Abstract
Schizophrenia is a devastating and highly disabling disorder associated with long-term consequences. Treatment is often made difficult by the presence of comorbidities like depression which when considered in management ensures good outcome. This study aimed to determine the prevalence and correlates of depression in schizophrenia. It is a two-phase study involving 320 outpatients recruited by consecutive sampling. The first phase entails confirming diagnosis with Mini International Neuropsychiatric Interview (MINI), psychotic disorder module, assessing socio-demographic characteristic and screening for depressive symptoms with the Beck Depression Inventory (BDI) by a trained assistant. In the second phase, the researcher then assesses for depressive disorder using MINI, depressive disorder module among subjects who screened positive with BDI together with 10% of those who screened negative.

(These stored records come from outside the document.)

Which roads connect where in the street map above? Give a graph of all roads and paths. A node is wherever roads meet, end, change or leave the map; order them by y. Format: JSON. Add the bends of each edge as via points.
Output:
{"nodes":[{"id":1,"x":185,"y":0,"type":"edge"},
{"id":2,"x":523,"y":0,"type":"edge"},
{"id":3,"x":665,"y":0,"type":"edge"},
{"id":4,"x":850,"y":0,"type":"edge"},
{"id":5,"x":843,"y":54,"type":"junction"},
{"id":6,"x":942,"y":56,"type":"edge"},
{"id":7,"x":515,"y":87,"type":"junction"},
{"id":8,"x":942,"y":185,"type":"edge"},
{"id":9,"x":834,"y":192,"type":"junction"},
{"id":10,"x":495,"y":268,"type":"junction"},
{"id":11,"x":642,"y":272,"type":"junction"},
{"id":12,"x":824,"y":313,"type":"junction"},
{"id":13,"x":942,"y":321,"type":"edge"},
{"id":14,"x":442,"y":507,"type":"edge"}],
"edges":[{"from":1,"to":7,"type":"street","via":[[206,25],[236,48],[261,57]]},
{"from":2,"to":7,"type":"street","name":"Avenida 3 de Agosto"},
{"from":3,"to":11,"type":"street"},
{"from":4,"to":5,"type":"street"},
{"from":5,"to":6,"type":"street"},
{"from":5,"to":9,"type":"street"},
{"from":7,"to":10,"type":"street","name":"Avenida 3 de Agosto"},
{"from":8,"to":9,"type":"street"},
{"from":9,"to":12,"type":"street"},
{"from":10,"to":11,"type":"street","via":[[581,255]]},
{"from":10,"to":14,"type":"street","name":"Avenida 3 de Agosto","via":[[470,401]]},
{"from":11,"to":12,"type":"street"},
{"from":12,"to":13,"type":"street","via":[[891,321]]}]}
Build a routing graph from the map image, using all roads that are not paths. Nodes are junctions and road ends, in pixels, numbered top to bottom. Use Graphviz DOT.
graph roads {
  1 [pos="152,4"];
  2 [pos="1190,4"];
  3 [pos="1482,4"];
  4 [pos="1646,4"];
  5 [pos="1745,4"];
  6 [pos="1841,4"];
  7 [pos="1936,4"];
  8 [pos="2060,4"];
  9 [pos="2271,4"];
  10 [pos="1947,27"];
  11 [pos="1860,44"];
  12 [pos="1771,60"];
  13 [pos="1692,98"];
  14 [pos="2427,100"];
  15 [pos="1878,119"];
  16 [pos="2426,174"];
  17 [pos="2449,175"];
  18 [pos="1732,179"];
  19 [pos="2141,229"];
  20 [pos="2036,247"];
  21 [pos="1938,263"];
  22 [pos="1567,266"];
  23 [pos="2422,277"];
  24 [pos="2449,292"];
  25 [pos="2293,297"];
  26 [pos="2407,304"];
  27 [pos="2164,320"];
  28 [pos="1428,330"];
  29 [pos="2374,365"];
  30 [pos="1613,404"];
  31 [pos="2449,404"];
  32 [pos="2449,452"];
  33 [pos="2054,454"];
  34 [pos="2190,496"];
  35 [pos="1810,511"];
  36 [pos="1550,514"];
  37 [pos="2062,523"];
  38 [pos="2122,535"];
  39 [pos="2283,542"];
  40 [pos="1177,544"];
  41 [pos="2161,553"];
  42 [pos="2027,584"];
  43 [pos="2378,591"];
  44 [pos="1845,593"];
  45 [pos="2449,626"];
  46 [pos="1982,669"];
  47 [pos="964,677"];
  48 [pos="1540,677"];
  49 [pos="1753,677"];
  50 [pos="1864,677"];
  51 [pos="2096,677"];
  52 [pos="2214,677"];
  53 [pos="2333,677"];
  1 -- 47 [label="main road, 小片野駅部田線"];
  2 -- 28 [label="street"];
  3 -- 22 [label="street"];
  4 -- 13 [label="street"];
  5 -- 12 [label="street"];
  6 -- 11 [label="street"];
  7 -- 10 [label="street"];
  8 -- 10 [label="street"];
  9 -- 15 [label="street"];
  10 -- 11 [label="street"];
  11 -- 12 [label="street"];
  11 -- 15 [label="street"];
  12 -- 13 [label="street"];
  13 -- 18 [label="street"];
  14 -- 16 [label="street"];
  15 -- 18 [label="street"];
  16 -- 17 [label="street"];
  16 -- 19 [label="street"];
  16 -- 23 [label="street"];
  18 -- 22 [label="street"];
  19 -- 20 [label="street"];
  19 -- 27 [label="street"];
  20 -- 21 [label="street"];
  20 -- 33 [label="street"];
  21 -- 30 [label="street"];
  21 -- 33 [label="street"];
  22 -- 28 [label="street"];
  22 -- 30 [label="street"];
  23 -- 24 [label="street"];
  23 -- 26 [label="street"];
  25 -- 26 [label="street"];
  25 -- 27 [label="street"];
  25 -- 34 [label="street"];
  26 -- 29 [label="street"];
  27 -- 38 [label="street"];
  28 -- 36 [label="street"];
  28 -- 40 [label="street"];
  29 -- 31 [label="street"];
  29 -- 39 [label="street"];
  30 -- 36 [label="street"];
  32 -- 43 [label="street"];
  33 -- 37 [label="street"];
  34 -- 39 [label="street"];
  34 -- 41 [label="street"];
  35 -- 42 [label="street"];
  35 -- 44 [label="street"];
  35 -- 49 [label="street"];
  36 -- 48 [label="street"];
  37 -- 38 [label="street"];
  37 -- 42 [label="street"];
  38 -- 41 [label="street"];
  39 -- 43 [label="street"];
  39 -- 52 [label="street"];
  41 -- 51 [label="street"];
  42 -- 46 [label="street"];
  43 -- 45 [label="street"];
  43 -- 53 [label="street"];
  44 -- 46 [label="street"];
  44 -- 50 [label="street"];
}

Over four-fifth (83.4%) of the participants were less than 50 years, they were mostly females (57.2%), of Yoruba ethnic group (59.7%), Christians (75.6%), and earn below ₦18,000 monthly or nothing (72.2%). Also, a large proportion (86.2%) had good social support. Over a third of the participants were married (38.1%) with about four-fifth of these living with their spouses. The prevalence of depressive symptoms and depressive disorder were 49.7% and 38.4% respectively. Logistic regression revealed that poor social support predicts depressive in Schizophrenia. In conclusion, Depression is common in patients with schizophrenia. Therefore, thorough evaluation of schizophrenic patients is necessary so that, co-morbid depression when present can be detected and considered in management to ensure good treatment outcome.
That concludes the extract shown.